CINA LE DONNE CHE FANNO TREMARE IL REGIME

PECHINO
Alla vigilia del primo vertice tra Xi Jinping e Barack Obama scoppia così in Cina la “rivolta delle donne”, mobilitate per costringere il presidente a spiegare agli Usa e al resto del mondo se il “sogno cinese”, slogan del nuovo leader, si estenda fino al rispetto delle mamme e dei bambini, razza in via di estinzione in un Paese sempre più vecchio. A innescare l’inedita protesta rosa contro il potere rosso, che censura e repressione non riescono per ora a soffocare, il degenerare di drammi vecchi e la denuncia di nuove tragedie: la selezione sessuale innescata dalla legge del figlio unico, la “guerra del latte sicuro” tra le madri cinesi e quelle straniere, una legge che vorrebbe multare le donne che si permettono di rimanere incinte senza prima essersi sposate.

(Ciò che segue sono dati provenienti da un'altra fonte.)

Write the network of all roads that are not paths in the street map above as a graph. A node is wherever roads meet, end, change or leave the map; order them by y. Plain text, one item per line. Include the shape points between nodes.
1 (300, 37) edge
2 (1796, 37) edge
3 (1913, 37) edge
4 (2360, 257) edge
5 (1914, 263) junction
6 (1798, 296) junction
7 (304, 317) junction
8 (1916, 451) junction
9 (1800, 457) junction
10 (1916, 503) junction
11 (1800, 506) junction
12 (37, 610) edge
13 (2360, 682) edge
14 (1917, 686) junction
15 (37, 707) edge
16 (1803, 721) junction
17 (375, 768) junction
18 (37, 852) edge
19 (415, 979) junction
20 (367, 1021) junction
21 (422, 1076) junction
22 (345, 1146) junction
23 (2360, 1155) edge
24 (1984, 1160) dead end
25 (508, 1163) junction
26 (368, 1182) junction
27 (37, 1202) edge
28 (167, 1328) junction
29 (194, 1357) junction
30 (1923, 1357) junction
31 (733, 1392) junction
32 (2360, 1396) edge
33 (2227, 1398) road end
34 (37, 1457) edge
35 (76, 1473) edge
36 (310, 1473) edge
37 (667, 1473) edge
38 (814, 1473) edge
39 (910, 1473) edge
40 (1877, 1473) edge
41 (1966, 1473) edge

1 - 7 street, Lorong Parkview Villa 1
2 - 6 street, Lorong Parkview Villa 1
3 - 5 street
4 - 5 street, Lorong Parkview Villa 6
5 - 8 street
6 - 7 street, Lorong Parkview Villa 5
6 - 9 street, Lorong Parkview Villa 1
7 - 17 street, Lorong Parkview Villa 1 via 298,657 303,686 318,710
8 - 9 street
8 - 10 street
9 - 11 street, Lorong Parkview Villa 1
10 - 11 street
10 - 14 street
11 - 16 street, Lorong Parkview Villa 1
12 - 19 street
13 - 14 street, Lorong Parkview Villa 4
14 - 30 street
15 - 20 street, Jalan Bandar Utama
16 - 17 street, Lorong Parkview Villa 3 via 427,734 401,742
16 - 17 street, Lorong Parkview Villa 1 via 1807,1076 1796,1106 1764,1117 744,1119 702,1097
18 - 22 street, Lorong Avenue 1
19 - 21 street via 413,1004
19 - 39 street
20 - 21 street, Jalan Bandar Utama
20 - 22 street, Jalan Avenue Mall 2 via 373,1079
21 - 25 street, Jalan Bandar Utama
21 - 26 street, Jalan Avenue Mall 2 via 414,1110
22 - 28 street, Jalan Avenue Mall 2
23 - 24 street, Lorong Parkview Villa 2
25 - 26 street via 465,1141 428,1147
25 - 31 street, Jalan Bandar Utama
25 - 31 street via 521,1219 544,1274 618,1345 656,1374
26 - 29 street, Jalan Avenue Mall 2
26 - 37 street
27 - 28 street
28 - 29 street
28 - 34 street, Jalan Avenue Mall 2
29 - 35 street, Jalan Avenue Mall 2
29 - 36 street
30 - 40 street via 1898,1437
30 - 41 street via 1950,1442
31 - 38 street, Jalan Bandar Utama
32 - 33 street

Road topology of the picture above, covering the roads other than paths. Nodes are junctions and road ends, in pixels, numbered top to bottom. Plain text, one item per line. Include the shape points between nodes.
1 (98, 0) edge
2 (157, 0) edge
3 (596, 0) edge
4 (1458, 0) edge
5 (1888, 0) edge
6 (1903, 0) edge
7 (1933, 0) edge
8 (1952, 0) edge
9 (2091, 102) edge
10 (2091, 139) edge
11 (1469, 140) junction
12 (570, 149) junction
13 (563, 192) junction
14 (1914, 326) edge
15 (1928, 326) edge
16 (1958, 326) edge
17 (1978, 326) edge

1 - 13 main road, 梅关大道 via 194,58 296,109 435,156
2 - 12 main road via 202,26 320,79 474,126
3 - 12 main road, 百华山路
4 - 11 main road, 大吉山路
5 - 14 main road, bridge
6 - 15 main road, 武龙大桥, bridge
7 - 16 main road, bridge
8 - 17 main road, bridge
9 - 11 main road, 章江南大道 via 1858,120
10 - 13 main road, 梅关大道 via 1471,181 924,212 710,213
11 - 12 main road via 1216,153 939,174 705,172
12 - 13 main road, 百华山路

Ad accomunare questa trasversale opposizione, estranea ad ogni ideologia, un’insopportabile evidenza concreta: una madre, o una donna che aspiri a diventarlo, in Cina è sommersa da una montagna di problemi, ignoti al resto dell’umanità. A far traboccare il vaso ci hanno pensato i funzionari del partito di Wuhan, metropoli dell’Hebei. Le autorità hanno presentato una legge che punta ad imporre «tasse di risarcimento sociale» alle donne che partoriscono figli fuori dal matrimonio. Il popolo del web, ormai ingovernabile anche per la censura online, l’ha subito ribattezzata «multa contro le madri nubili», sollevando un’indignazione senza precedenti. La norma intende punire le donne non sposate che «consapevolmente fanno figli». In discussione, oltre all’ammenda, anche la possibilità dell’arresto.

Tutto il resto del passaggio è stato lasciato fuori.